=== Section Start ===

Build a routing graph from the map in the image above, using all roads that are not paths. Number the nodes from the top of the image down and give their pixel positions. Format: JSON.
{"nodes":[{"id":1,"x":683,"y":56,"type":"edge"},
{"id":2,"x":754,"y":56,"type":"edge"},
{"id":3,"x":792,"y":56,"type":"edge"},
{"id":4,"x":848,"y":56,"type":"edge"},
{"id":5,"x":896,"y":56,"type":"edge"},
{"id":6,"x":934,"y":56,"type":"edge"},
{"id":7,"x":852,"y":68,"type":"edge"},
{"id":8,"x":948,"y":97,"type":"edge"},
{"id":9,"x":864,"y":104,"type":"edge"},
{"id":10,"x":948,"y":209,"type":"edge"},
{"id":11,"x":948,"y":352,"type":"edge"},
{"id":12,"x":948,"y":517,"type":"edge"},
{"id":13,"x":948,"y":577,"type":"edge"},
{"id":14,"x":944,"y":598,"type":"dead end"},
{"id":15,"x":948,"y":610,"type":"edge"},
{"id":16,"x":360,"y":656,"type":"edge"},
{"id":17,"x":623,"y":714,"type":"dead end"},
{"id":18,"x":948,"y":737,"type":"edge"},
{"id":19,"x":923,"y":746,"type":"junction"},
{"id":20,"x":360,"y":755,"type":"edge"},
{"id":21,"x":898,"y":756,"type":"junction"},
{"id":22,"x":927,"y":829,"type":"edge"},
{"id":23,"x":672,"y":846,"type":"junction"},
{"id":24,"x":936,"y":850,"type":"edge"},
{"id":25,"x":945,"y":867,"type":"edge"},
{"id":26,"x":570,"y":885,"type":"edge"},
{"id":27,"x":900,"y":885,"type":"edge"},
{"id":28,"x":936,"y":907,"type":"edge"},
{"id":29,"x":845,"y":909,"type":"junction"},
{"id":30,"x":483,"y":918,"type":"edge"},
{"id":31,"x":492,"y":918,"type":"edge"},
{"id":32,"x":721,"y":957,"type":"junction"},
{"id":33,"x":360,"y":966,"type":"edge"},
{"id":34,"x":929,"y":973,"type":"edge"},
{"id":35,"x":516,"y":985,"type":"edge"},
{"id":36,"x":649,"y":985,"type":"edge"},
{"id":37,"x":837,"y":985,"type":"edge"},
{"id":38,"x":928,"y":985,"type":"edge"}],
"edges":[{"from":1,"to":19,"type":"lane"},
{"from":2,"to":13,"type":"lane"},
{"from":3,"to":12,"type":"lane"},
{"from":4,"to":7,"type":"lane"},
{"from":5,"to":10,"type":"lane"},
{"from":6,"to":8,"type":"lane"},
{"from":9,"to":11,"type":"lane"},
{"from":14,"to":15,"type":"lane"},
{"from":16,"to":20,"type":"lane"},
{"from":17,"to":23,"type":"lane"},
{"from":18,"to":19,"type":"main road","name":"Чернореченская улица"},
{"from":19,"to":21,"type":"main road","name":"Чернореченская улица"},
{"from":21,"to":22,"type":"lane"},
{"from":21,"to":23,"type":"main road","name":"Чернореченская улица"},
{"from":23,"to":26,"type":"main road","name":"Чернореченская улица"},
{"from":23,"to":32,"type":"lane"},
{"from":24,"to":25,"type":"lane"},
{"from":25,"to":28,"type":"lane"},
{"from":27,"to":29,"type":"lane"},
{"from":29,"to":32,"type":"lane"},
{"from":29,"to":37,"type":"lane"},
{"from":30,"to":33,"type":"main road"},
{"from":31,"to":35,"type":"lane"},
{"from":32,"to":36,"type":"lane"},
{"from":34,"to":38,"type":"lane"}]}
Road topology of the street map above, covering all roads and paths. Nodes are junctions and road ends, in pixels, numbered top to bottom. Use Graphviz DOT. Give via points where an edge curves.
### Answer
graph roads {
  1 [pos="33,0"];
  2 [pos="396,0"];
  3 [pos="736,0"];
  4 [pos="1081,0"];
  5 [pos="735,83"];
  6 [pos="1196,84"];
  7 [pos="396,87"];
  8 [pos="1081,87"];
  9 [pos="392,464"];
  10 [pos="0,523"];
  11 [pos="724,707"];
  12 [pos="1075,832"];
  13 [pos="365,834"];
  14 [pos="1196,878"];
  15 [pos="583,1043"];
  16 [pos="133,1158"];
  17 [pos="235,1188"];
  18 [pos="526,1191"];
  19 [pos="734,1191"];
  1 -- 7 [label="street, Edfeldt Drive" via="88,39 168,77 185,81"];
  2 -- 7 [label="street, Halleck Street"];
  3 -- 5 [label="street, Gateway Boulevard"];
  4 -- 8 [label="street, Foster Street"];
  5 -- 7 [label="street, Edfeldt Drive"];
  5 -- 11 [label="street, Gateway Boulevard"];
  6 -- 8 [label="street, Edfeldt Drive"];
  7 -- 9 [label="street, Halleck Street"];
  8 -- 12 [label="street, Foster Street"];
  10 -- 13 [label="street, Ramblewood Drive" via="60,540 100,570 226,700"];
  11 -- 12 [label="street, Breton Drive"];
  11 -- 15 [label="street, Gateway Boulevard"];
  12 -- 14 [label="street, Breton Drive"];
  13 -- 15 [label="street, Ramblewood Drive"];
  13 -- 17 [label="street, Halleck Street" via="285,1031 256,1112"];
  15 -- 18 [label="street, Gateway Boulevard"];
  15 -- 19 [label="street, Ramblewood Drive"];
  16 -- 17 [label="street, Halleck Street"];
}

=== Section End ===

● YOUR INSTRUCTIONS
Starting at the top of the records, copy every line exactly.

● ANSWER SPACE
Build a routing graph from the map in the image above, using all roads that are not paths. Number the nodes from the top of the image down and give their pixel positions. Format: JSON.
{"nodes":[{"id":1,"x":683,"y":56,"type":"edge"},
{"id":2,"x":754,"y":56,"type":"edge"},
{"id":3,"x":792,"y":56,"type":"edge"},
{"id":4,"x":848,"y":56,"type":"edge"},
{"id":5,"x":896,"y":56,"type":"edge"},
{"id":6,"x":934,"y":56,"type":"edge"},
{"id":7,"x":852,"y":68,"type":"edge"},
{"id":8,"x":948,"y":97,"type":"edge"},
{"id":9,"x":864,"y":104,"type":"edge"},
{"id":10,"x":948,"y":209,"type":"edge"},
{"id":11,"x":948,"y":352,"type":"edge"},
{"id":12,"x":948,"y":517,"type":"edge"},
{"id":13,"x":948,"y":577,"type":"edge"},
{"id":14,"x":944,"y":598,"type":"dead end"},
{"id":15,"x":948,"y":610,"type":"edge"},
{"id":16,"x":360,"y":656,"type":"edge"},
{"id":17,"x":623,"y":714,"type":"dead end"},
{"id":18,"x":948,"y":737,"type":"edge"},
{"id":19,"x":923,"y":746,"type":"junction"},
{"id":20,"x":360,"y":755,"type":"edge"},
{"id":21,"x":898,"y":756,"type":"junction"},
{"id":22,"x":927,"y":829,"type":"edge"},
{"id":23,"x":672,"y":846,"type":"junction"},
{"id":24,"x":936,"y":850,"type":"edge"},
{"id":25,"x":945,"y":867,"type":"edge"},
{"id":26,"x":570,"y":885,"type":"edge"},
{"id":27,"x":900,"y":885,"type":"edge"},
{"id":28,"x":936,"y":907,"type":"edge"},
{"id":29,"x":845,"y":909,"type":"junction"},
{"id":30,"x":483,"y":918,"type":"edge"},
{"id":31,"x":492,"y":918,"type":"edge"},
{"id":32,"x":721,"y":957,"type":"junction"},
{"id":33,"x":360,"y":966,"type":"edge"},
{"id":34,"x":929,"y":973,"type":"edge"},
{"id":35,"x":516,"y":985,"type":"edge"},
{"id":36,"x":649,"y":985,"type":"edge"},
{"id":37,"x":837,"y":985,"type":"edge"},
{"id":38,"x":928,"y":985,"type":"edge"}],
"edges":[{"from":1,"to":19,"type":"lane"},
{"from":2,"to":13,"type":"lane"},
{"from":3,"to":12,"type":"lane"},
{"from":4,"to":7,"type":"lane"},
{"from":5,"to":10,"type":"lane"},
{"from":6,"to":8,"type":"lane"},
{"from":9,"to":11,"type":"lane"},
{"from":14,"to":15,"type":"lane"},
{"from":16,"to":20,"type":"lane"},
{"from":17,"to":23,"type":"lane"},
{"from":18,"to":19,"type":"main road","name":"Чернореченская улица"},
{"from":19,"to":21,"type":"main road","name":"Чернореченская улица"},
{"from":21,"to":22,"type":"lane"},
{"from":21,"to":23,"type":"main road","name":"Чернореченская улица"},
{"from":23,"to":26,"type":"main road","name":"Чернореченская улица"},
{"from":23,"to":32,"type":"lane"},
{"from":24,"to":25,"type":"lane"},
{"from":25,"to":28,"type":"lane"},
{"from":27,"to":29,"type":"lane"},
{"from":29,"to":32,"type":"lane"},
{"from":29,"to":37,"type":"lane"},
{"from":30,"to":33,"type":"main road"},
{"from":31,"to":35,"type":"lane"},
{"from":32,"to":36,"type":"lane"},
{"from":34,"to":38,"type":"lane"}]}
Road topology of the street map above, covering all roads and paths. Nodes are junctions and road ends, in pixels, numbered top to bottom. Use Graphviz DOT. Give via points where an edge curves.
### Answer
graph roads {
  1 [pos="33,0"];
  2 [pos="396,0"];
  3 [pos="736,0"];
  4 [pos="1081,0"];
  5 [pos="735,83"];
  6 [pos="1196,84"];
  7 [pos="396,87"];
  8 [pos="1081,87"];
  9 [pos="392,464"];
  10 [pos="0,523"];
  11 [pos="724,707"];
  12 [pos="1075,832"];
  13 [pos="365,834"];
  14 [pos="1196,878"];
  15 [pos="583,1043"];
  16 [pos="133,1158"];
  17 [pos="235,1188"];
  18 [pos="526,1191"];
  19 [pos="734,1191"];
  1 -- 7 [label="street, Edfeldt Drive" via="88,39 168,77 185,81"];
  2 -- 7 [label="street, Halleck Street"];
  3 -- 5 [label="street, Gateway Boulevard"];
  4 -- 8 [label="street, Foster Street"];
  5 -- 7 [label="street, Edfeldt Drive"];
  5 -- 11 [label="street, Gateway Boulevard"];
  6 -- 8 [label="street, Edfeldt Drive"];
  7 -- 9 [label="street, Halleck Street"];
  8 -- 12 [label="street, Foster Street"];
  10 -- 13 [label="street, Ramblewood Drive" via="60,540 100,570 226,700"];
  11 -- 12 [label="street, Breton Drive"];
  11 -- 15 [label="street, Gateway Boulevard"];
  12 -- 14 [label="street, Breton Drive"];
  13 -- 15 [label="street, Ramblewood Drive"];
  13 -- 17 [label="street, Halleck Street" via="285,1031 256,1112"];
  15 -- 18 [label="street, Gateway Boulevard"];
  15 -- 19 [label="street, Ramblewood Drive"];
  16 -- 17 [label="street, Halleck Street"];
}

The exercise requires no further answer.